My mental model, for an imaginary curve with n = 5, a 3 bit private key and 4 bit public key now looks like this:

private              public
0x0    +-----------> 0x0
0x1 ---+             0x1
0x2 -----------+     0x2
0x3 ---------+ |     0x3
0x4 ---+     +-|---> 0x4
0x5    |       |     0x5
0x6    |       |     0x6
0x7    |       |     0x7
       |       |     0x8
       |       +---> 0x9
       |             0xa
       |             0xb
       |             0xc
       |             0xd
       |             0xe
       +-----------> 0xf

Answer 1

Points on secp256k1 fulfill the equation:

$$ y^2=x^3+7 \pmod p$$

Your 257 bit compressed point consists of the sign* of $y$ and the value of $x$. You probably want to restrict $x$ to $0 \leq x < p$ as a canonical representation.

Since $y^2$ is obviously a square, we need to look at $x^3+7$ to see if it's a square as well:

• If $x^3+7$ is a square, then there are two points for that $x$ which only differ by the sign of $y$, which is why the compressed point contains the sign of $y$.

• If $x^3+7$ is zero, there is only one solution, since $y=-y$.

• If $x^3+7$ is a non-square, then there are no solutions.

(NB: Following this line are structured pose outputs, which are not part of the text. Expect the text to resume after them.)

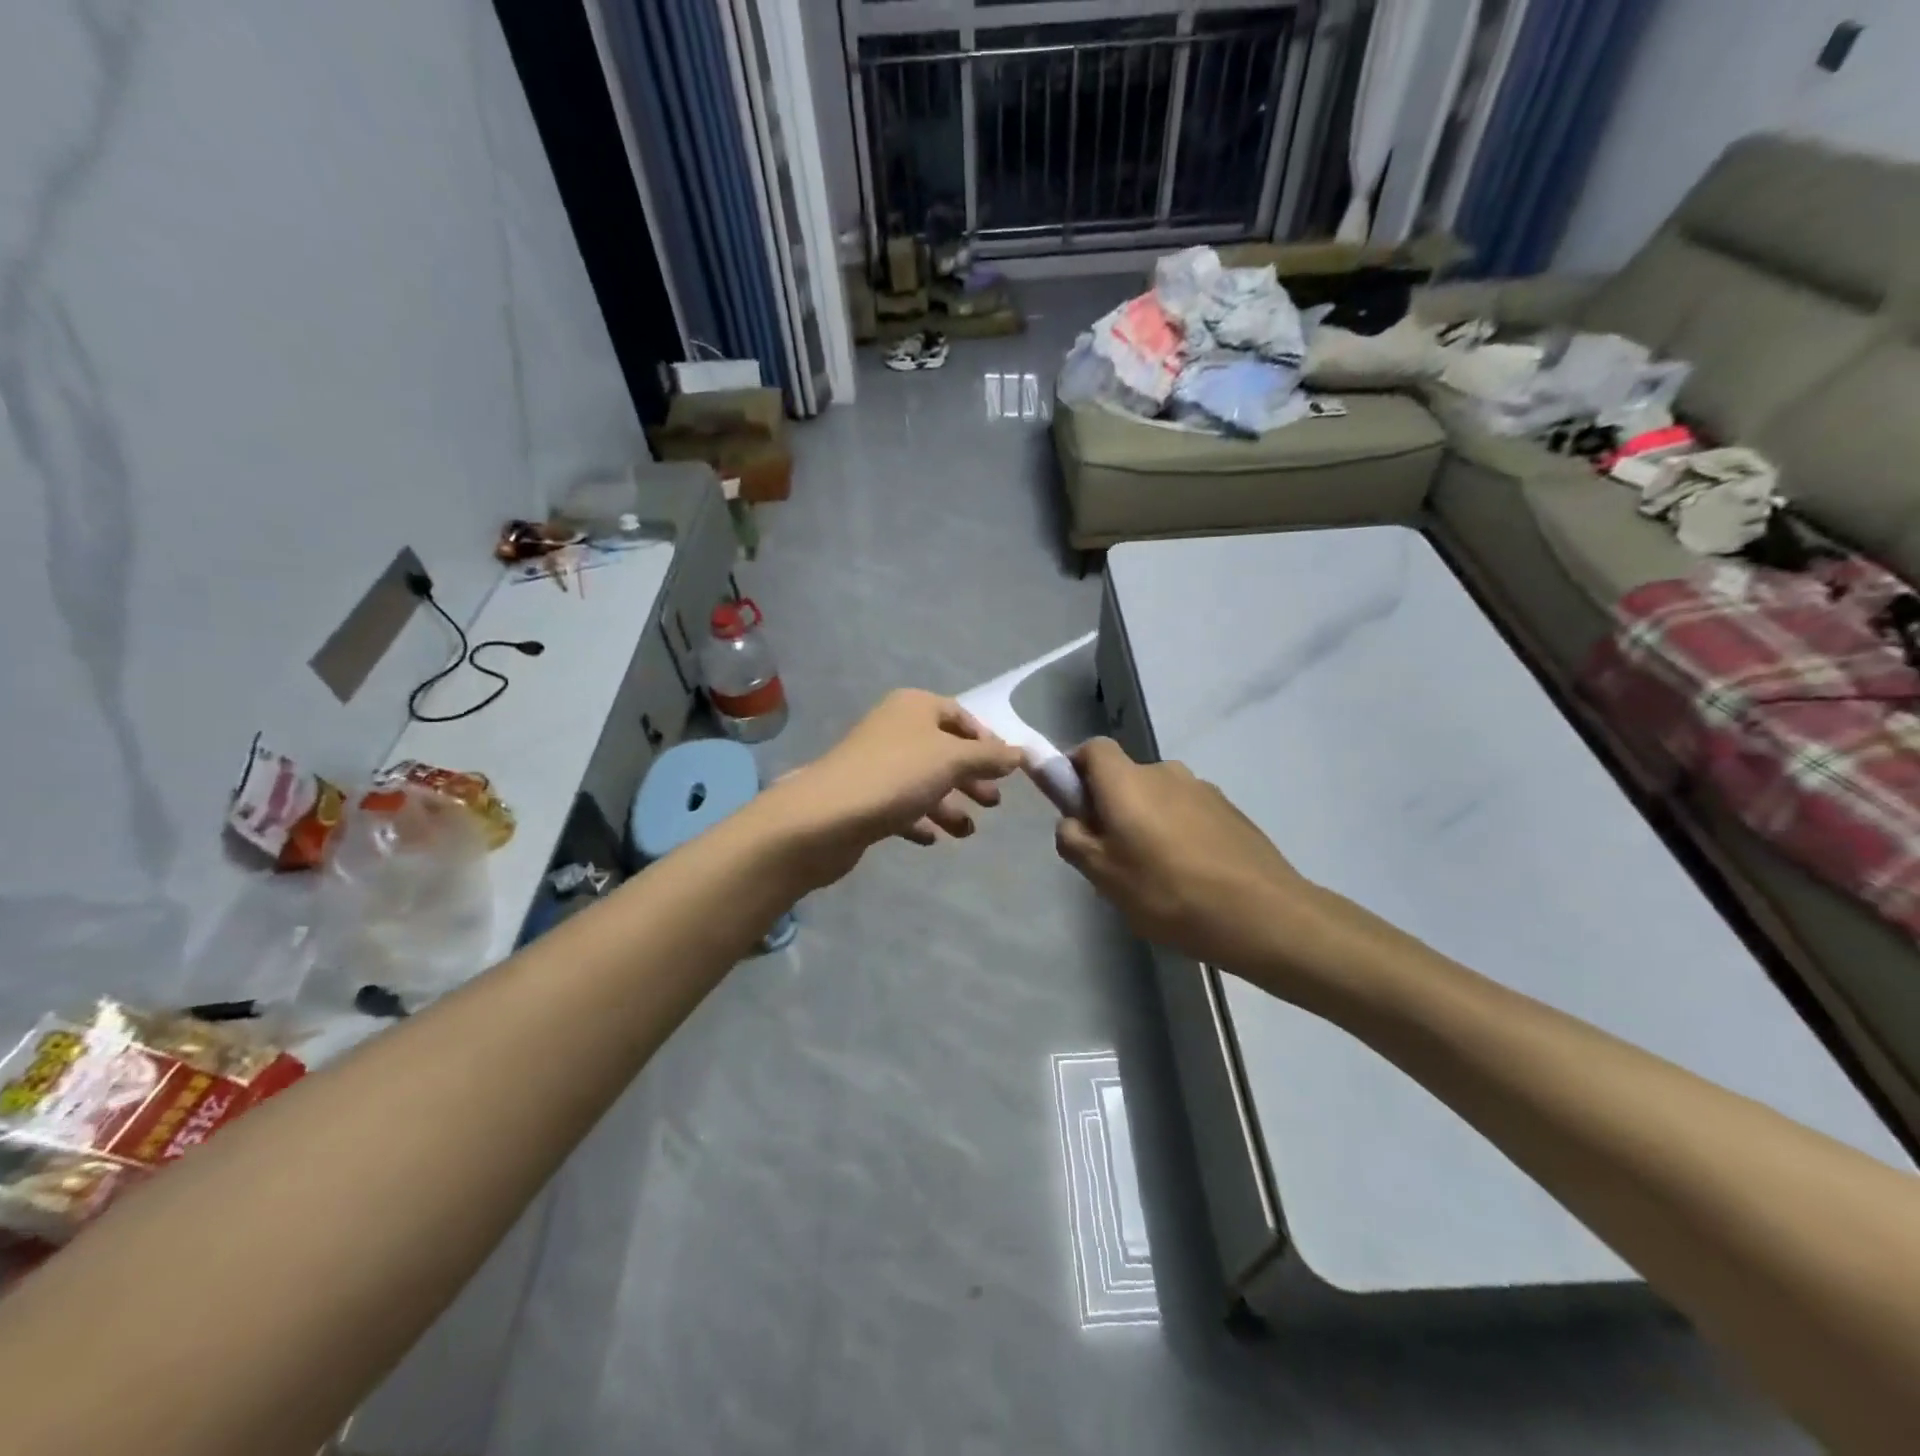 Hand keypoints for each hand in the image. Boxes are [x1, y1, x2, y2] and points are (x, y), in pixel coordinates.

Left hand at [760, 689, 1025, 887]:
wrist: (825, 817)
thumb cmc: (896, 776)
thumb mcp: (952, 760)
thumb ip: (989, 757)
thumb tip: (1020, 753)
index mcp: (914, 707)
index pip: (959, 715)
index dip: (985, 739)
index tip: (1007, 768)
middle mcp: (894, 729)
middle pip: (942, 750)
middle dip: (971, 776)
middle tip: (993, 802)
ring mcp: (876, 765)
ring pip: (923, 781)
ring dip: (949, 804)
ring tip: (967, 831)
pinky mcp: (863, 799)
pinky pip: (900, 806)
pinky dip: (920, 819)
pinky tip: (933, 838)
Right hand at [1055, 738, 1322, 972]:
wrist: (1263, 914)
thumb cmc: (1168, 892)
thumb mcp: (1103, 875)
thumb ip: (1073, 838)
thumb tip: (1072, 820)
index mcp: (1128, 781)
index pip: (1092, 749)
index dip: (1075, 769)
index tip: (1073, 807)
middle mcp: (1164, 772)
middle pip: (1125, 777)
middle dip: (1111, 806)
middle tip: (1112, 856)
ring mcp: (1202, 789)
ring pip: (1158, 797)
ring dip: (1147, 821)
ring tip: (1155, 873)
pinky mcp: (1230, 811)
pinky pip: (1187, 812)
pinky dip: (1178, 832)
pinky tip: (1189, 875) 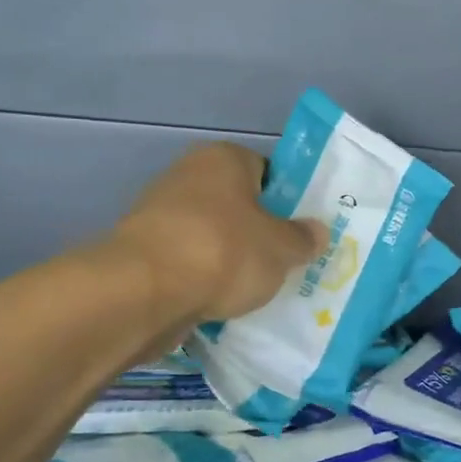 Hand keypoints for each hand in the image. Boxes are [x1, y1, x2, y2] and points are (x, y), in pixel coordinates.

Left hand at [101, 142, 326, 323]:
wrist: (143, 293)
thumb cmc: (224, 252)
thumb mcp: (282, 248)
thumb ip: (303, 239)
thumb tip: (317, 232)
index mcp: (224, 159)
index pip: (267, 171)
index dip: (289, 201)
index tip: (302, 231)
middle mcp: (188, 175)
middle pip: (238, 205)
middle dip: (260, 233)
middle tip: (286, 262)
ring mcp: (159, 214)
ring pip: (213, 236)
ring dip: (231, 259)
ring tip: (258, 289)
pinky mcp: (143, 252)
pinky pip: (189, 263)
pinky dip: (204, 280)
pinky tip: (223, 302) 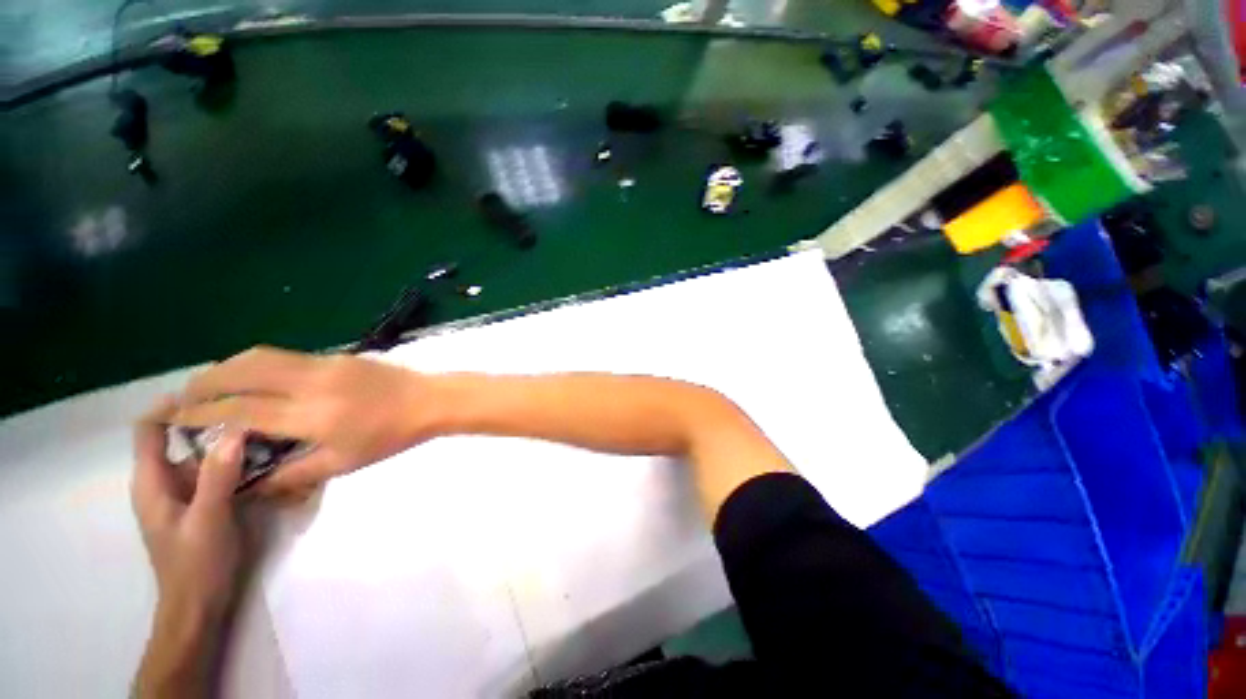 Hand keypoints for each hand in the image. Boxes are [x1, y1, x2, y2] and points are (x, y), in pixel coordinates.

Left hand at [133, 400, 245, 620]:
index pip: (148, 431)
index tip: (208, 390)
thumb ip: (218, 475)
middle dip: (211, 423)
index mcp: (152, 482)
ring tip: (266, 431)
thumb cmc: (195, 564)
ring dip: (229, 444)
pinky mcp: (202, 504)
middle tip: (252, 410)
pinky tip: (264, 461)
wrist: (199, 606)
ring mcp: (184, 494)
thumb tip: (235, 430)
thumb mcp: (209, 518)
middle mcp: (165, 482)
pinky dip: (236, 463)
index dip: (170, 406)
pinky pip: (216, 473)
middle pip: (180, 440)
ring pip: (202, 457)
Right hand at [170, 347, 437, 495]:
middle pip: (241, 372)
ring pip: (260, 356)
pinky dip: (255, 362)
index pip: (239, 411)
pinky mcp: (336, 355)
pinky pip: (284, 354)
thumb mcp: (342, 463)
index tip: (172, 417)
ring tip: (209, 386)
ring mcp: (324, 363)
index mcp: (310, 415)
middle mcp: (310, 382)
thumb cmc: (390, 437)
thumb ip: (292, 474)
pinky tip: (251, 377)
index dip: (199, 414)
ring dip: (226, 368)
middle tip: (183, 398)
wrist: (429, 400)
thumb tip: (250, 483)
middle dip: (204, 383) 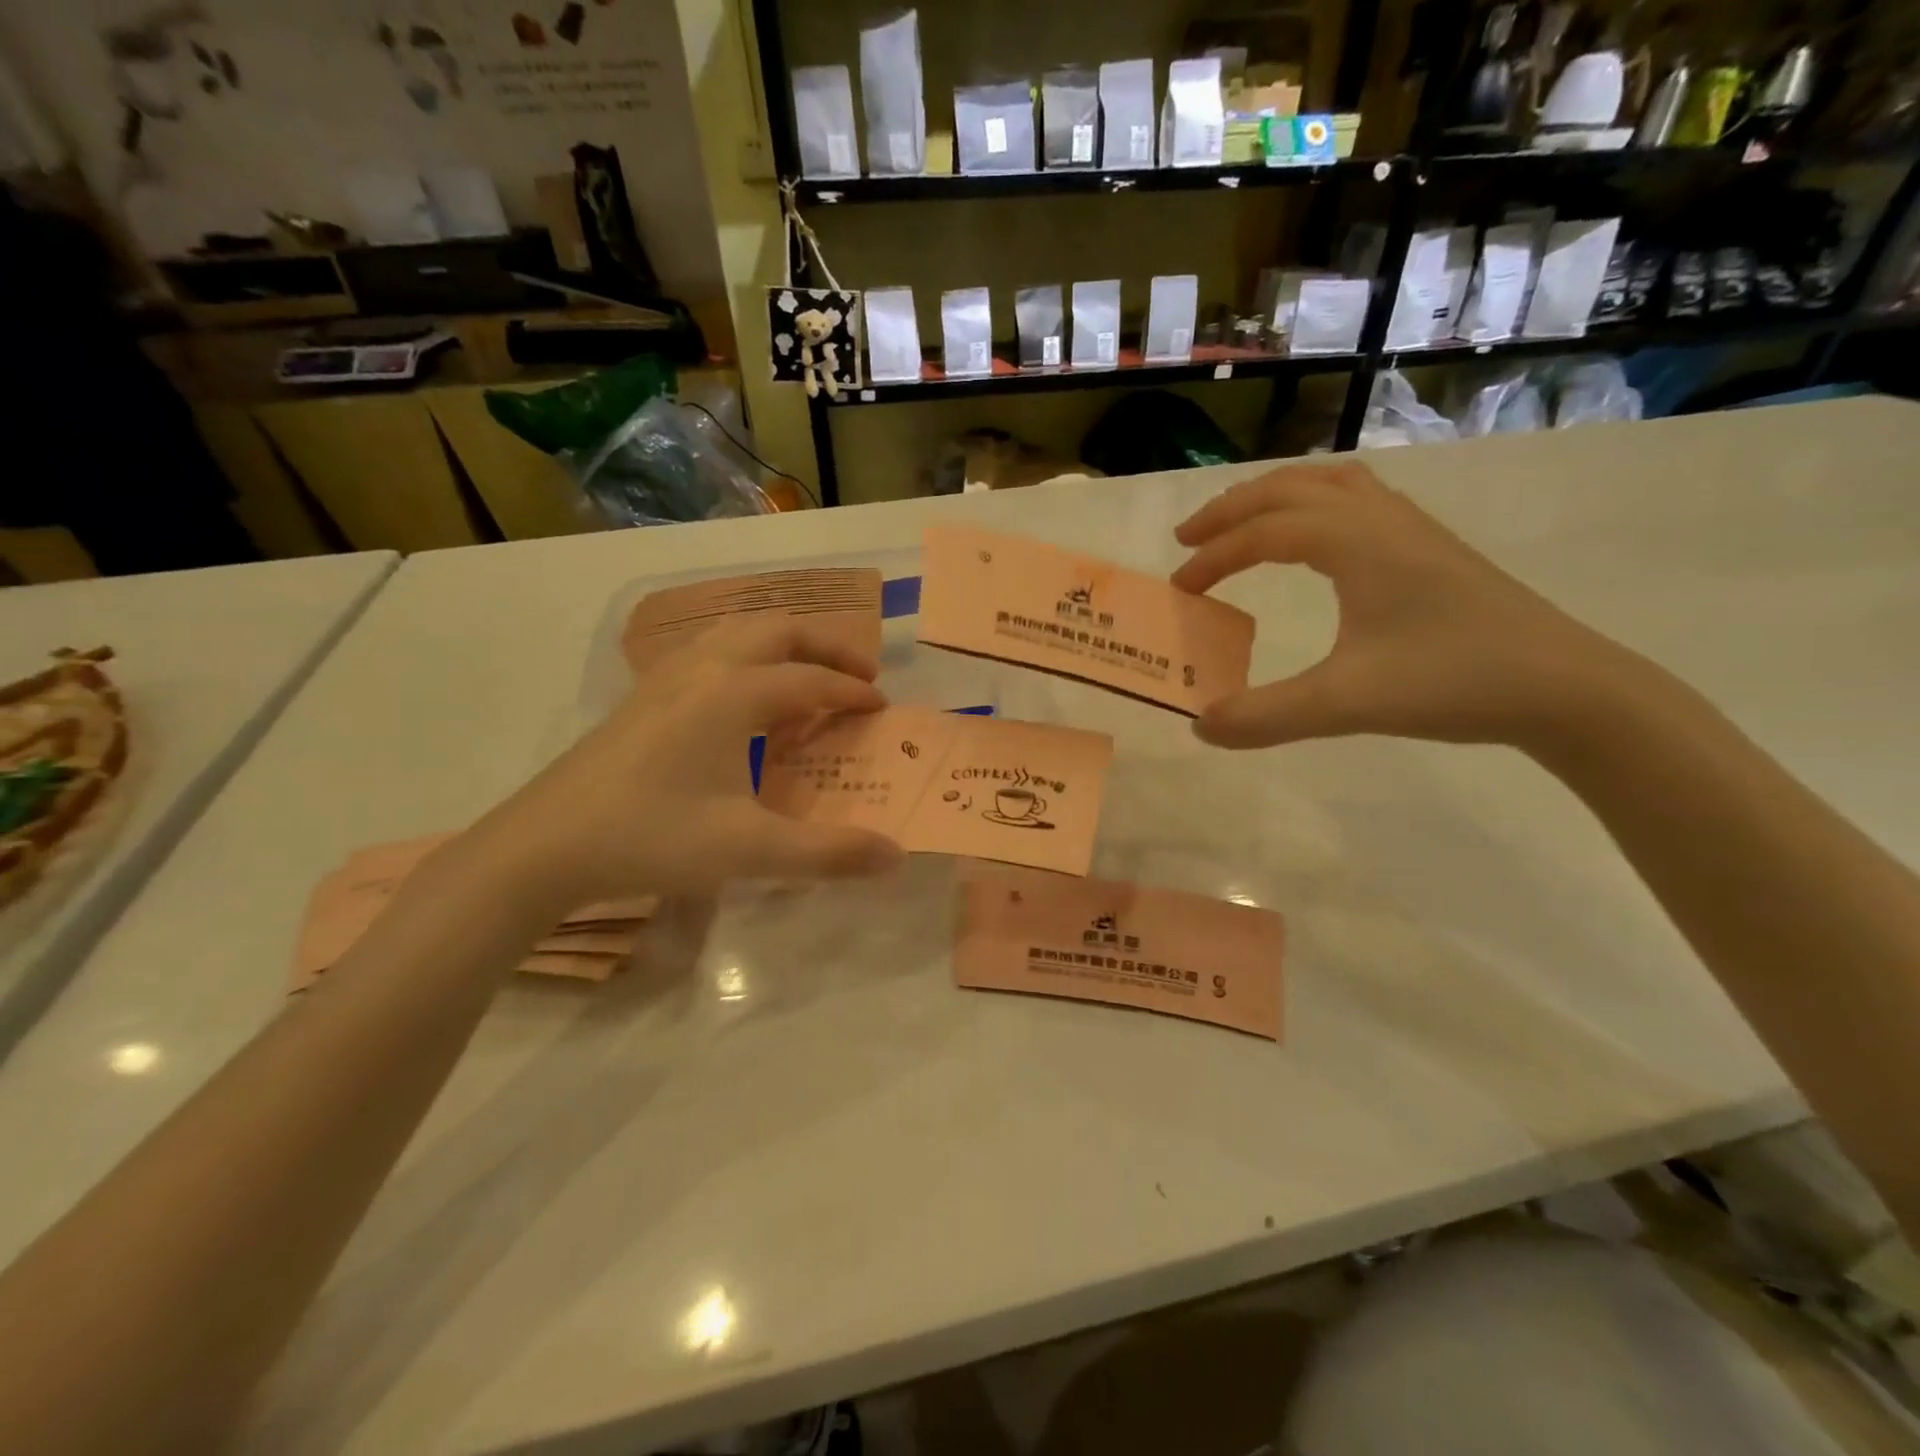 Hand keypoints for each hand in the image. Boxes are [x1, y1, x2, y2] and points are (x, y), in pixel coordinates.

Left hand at [462, 618, 904, 910]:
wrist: (545, 845)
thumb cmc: (652, 837)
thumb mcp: (749, 850)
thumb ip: (828, 853)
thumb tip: (897, 857)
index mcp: (733, 694)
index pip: (810, 679)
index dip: (851, 692)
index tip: (881, 708)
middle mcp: (703, 669)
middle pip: (776, 630)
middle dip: (825, 645)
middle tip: (859, 674)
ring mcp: (666, 677)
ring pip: (737, 632)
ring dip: (783, 642)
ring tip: (808, 673)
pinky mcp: (643, 695)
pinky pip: (709, 650)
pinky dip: (746, 655)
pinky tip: (743, 695)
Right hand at [1172, 461, 1636, 750]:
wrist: (1564, 686)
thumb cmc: (1453, 681)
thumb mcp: (1347, 704)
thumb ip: (1266, 716)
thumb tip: (1200, 727)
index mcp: (1357, 542)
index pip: (1265, 532)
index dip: (1215, 557)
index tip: (1181, 590)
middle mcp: (1381, 519)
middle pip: (1290, 488)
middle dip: (1232, 509)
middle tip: (1189, 540)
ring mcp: (1412, 529)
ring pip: (1329, 485)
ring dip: (1274, 498)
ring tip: (1240, 527)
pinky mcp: (1430, 549)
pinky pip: (1357, 502)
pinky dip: (1314, 507)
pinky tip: (1312, 542) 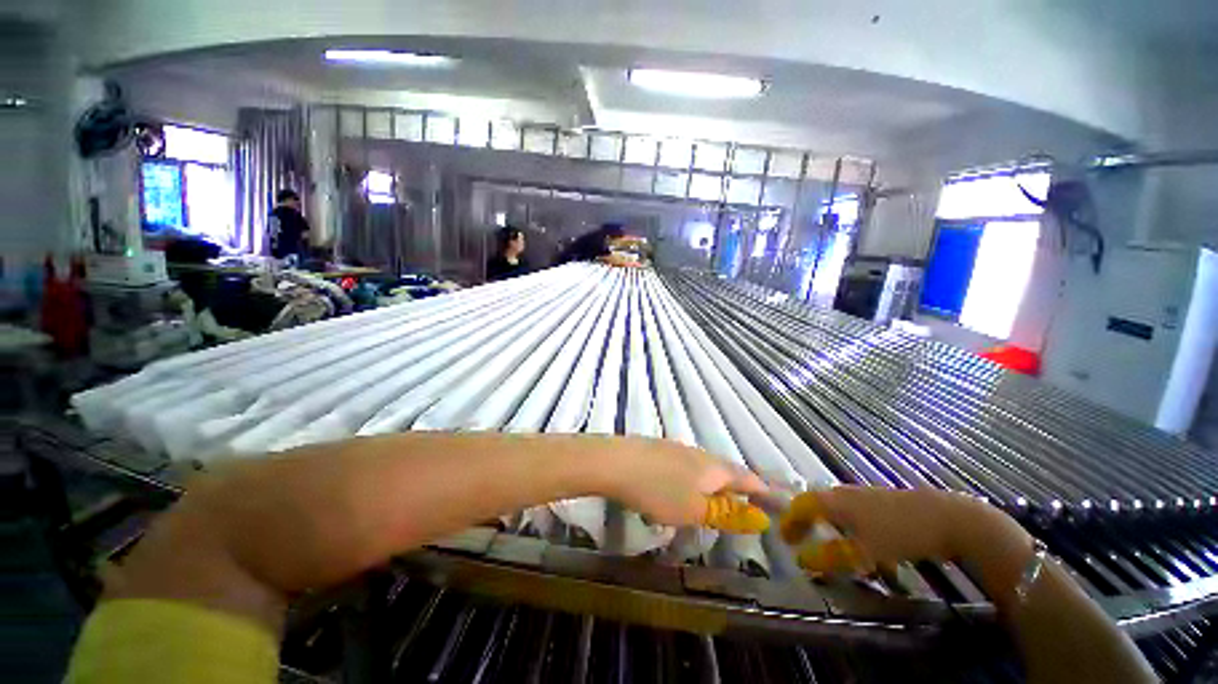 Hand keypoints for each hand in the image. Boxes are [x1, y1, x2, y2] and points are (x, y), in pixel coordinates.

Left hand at [598, 437, 768, 528]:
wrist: (615, 462)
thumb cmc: (659, 490)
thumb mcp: (695, 510)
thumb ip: (726, 514)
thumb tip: (758, 518)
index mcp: (713, 467)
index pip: (745, 477)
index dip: (760, 489)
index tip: (773, 501)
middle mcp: (697, 453)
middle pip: (724, 470)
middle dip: (735, 487)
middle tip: (743, 505)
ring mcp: (675, 448)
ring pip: (701, 467)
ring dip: (711, 484)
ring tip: (711, 501)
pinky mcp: (657, 450)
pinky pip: (683, 466)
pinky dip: (689, 480)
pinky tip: (677, 490)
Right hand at [780, 486, 1026, 571]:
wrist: (948, 518)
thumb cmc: (900, 533)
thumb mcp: (864, 552)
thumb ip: (832, 558)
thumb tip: (802, 561)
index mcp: (836, 501)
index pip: (802, 505)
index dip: (790, 522)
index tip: (785, 540)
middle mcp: (846, 494)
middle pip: (818, 504)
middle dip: (808, 523)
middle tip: (802, 541)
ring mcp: (867, 496)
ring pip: (838, 510)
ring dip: (829, 527)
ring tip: (832, 548)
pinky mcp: (884, 502)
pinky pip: (857, 514)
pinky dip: (851, 529)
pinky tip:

Not counting $0$, exactly half the elements of the finite field are square and the other half is non-square. $x^3+7$ complicates matters a bit, so approximately half of the possible $x$ values are square. Hasse's theorem on elliptic curves quantifies this approximation.

You can efficiently check if a field element is square, and thus verify if it is a valid $x$ value of a point on the curve.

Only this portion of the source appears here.